* [ABOUT THIS EXERCISE] Provide the count of lines below that include the word "edges", without any accompanying remarks.
- - -
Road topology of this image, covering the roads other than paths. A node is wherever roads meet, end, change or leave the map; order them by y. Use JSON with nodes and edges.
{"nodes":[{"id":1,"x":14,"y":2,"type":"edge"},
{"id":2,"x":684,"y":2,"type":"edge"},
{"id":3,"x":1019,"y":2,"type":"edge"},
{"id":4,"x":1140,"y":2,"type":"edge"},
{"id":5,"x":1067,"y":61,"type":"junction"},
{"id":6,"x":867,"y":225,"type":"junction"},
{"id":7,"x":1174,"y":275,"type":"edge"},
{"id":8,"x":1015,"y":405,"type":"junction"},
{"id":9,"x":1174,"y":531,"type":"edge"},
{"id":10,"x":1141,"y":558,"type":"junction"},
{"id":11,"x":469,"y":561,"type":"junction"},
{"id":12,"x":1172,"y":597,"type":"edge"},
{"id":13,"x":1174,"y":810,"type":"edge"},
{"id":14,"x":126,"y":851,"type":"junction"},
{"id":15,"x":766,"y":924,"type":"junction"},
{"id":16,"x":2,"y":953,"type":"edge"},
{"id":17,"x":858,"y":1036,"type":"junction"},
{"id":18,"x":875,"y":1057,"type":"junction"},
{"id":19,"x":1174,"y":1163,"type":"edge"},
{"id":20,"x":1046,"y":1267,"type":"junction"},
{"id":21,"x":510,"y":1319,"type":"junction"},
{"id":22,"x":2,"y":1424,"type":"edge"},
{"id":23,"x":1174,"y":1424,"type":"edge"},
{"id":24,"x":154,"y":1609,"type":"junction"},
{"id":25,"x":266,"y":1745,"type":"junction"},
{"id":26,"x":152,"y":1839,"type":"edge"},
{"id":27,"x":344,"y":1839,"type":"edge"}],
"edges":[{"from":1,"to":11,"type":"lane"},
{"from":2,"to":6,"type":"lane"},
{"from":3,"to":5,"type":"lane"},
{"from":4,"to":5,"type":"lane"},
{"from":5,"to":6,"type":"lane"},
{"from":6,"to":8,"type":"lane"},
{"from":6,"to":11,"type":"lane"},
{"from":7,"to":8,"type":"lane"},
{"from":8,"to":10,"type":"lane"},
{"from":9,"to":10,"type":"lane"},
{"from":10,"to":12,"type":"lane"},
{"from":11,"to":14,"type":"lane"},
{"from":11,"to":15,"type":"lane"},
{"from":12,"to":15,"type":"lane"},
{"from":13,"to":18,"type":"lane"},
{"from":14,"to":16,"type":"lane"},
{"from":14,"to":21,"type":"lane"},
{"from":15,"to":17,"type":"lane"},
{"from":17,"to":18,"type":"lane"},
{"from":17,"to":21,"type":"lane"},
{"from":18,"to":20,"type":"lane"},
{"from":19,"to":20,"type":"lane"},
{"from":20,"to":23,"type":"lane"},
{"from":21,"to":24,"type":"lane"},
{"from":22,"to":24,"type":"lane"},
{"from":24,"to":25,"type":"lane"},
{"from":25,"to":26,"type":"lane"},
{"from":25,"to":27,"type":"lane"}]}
- - -
* [SOLUTION] 2